City of Hope National Medical Center, Duarte, CA (Part Time) Aug 2015 – Nov 2015

Coder ICD 10 CM / Inpatient Coding Reviewer / Physician Trainer

•1:1 Face to Face training with Providers for the Go Live ICD 10 Project.

•Member of the ICD 10 Support Team

•Working closely with 9 inpatient coders remotely and communicating with phone and emails in regard to the corrections findings of their coding productivity and resubmitting.

•Train Providers on use of 3M ENCODER and OPTUM encoder in ICD-10 and translation of codes from ICD-9 to ICD-10.

•Assisted with all the coding and prebilling coded errors corrections.

•Participated in pilot Superbill Project for Inpatient and Outpatient

Med-Point Management Jul 2011 - Dec 2012

Coding Specialist / HCC

•Auditor/Provider Education of Evaluation Management, and all other clinical procedures coding with modifier add on or other additional codes.

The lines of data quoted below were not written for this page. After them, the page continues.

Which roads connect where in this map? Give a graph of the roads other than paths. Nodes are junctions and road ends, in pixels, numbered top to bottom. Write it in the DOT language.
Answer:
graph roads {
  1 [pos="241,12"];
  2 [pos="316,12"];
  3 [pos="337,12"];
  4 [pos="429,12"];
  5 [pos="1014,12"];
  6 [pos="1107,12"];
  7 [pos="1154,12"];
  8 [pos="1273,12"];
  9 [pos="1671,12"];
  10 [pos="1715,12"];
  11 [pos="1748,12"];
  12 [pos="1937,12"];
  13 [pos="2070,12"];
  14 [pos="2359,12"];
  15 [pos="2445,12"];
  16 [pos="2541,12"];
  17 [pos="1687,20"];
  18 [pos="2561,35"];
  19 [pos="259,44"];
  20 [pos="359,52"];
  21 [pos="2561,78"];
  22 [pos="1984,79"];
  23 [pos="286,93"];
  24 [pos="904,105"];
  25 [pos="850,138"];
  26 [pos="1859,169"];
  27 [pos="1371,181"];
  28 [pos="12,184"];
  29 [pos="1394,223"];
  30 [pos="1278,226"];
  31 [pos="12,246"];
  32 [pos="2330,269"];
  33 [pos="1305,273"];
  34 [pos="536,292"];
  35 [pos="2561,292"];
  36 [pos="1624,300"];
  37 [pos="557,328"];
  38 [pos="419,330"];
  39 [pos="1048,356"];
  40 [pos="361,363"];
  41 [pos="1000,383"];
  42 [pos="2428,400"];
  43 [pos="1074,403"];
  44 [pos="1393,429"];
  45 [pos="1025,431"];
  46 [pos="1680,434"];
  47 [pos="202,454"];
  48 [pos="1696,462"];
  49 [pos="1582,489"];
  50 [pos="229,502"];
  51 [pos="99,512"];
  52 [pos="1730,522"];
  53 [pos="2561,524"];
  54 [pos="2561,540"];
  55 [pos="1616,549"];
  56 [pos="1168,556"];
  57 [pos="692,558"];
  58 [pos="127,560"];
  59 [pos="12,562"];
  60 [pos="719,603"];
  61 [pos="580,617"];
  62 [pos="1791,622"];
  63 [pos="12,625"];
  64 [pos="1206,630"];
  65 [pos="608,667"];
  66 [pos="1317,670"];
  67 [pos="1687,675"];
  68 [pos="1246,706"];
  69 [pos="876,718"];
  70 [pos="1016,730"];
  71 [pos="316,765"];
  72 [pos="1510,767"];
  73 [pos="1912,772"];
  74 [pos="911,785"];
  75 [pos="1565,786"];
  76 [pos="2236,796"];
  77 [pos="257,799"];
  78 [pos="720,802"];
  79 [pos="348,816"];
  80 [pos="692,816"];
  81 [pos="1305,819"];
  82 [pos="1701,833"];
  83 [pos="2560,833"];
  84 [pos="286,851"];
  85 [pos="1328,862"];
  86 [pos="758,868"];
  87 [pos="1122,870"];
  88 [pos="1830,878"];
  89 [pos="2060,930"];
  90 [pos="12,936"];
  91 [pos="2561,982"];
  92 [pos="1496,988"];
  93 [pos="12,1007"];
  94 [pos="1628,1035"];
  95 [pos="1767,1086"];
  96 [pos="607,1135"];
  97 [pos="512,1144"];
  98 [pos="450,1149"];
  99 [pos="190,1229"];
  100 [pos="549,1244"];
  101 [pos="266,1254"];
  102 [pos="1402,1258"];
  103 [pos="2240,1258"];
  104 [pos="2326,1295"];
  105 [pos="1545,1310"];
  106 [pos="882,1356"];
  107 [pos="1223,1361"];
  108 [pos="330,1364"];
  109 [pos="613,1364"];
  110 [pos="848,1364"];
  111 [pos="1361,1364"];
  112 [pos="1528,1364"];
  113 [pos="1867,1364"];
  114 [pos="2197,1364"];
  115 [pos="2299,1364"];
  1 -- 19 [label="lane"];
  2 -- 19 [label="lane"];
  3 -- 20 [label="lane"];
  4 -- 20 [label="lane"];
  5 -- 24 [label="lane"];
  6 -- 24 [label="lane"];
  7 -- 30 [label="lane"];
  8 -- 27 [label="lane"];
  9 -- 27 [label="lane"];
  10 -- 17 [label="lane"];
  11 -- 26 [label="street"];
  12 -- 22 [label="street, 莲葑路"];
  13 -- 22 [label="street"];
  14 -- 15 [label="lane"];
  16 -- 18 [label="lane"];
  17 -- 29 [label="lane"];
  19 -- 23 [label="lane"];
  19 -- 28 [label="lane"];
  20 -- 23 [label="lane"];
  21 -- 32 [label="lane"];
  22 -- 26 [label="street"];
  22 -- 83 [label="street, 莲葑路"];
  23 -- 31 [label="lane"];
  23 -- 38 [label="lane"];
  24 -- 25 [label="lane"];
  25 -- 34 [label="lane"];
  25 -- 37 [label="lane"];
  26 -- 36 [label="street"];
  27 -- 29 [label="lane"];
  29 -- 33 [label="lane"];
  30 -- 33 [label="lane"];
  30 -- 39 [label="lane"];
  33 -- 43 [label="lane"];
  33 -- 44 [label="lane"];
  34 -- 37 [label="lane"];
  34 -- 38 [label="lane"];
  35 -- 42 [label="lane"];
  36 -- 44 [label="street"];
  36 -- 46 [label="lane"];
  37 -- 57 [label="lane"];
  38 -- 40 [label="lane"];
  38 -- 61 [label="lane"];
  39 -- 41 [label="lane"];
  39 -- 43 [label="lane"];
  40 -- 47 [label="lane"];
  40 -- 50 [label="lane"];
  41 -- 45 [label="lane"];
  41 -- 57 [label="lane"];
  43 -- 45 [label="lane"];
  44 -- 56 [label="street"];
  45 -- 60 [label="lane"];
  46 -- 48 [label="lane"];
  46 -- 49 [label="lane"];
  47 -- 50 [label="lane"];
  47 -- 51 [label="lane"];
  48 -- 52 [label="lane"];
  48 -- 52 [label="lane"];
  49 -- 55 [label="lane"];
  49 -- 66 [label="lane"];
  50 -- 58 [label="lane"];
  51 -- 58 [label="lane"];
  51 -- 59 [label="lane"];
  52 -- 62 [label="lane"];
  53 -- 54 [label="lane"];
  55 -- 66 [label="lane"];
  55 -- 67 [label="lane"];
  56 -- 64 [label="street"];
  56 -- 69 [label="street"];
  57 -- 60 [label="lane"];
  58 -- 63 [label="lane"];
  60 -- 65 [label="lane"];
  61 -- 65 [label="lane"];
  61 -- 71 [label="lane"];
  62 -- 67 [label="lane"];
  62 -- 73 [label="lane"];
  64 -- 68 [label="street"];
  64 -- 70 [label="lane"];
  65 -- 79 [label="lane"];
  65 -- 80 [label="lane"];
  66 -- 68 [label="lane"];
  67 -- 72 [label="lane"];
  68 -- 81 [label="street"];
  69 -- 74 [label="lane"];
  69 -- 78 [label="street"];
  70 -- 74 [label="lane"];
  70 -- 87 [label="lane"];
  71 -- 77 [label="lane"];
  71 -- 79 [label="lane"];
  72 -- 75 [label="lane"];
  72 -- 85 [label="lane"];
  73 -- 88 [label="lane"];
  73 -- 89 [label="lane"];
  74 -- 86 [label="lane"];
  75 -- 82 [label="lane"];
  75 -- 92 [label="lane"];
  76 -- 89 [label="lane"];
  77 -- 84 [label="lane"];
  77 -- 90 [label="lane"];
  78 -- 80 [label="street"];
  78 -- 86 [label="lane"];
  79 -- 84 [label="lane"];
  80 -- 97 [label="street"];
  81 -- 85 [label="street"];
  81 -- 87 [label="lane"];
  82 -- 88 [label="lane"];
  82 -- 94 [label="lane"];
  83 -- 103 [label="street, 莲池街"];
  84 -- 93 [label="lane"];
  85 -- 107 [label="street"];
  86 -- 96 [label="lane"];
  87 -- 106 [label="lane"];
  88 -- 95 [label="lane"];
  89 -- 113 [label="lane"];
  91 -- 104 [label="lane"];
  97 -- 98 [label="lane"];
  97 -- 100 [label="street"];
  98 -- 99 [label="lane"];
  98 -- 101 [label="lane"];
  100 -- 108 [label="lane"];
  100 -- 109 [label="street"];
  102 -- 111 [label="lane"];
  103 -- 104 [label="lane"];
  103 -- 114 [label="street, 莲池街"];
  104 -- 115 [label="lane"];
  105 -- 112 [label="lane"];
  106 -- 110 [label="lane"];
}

•Auditing charts for HCC and validate Star measures

•Provides education to physicians in coding and preparing for ICD-10

•Fixed Incorrect Diagnosis codes to ensure timely reimbursement

•Review clinical documentation and diagnostic results as appropriate to extract data and apply appropriate ICD-9CM codes for billing, internal and external reporting, research, and regulatory compliance activities. ? Accurately code inpatient conditions and procedures as documented in the ICD-9-CM Official Guidelines for Coding and Reporting and in the UHDDS to arrive at the most appropriate MS-DRG assignment. Assign POA (present on admission) indicators as per official guidelines. Validate discharge disposition code assignment. Resolve error reports associated with billing process identify and report error patterns and when necessary, assist in the design and implementation of workflow changes to reduce billing error. Extensive Knowledge in ICD-9-CM, CPT, HCC, HCPCS and MS-DRG assignment, Used EPIC, Cerner, and 3M 360

Motion Picture Hospital Sep 2012 - Sep 2013

Coder II / Inpatient and Outpatient Surgeries

•Coding and abstracting of IP, OP, Same Day Surgery and ED charts.

•Maintain accuracy and productivity standards

•Assigned Infusion Codes for ED services.

•Abstracting of OSHPD Data requirements.

•forms then mailed them to the doctor’s office.

•Used EZCAP to check claims and reported codes.

•Audited medical charts and conducted coding and service training for physicians and staff for coding from the Soap documents

•Reviewed Inpatient and Outpatient audits, and E/M documentation auditing

•DRG coding audits based on operations reports.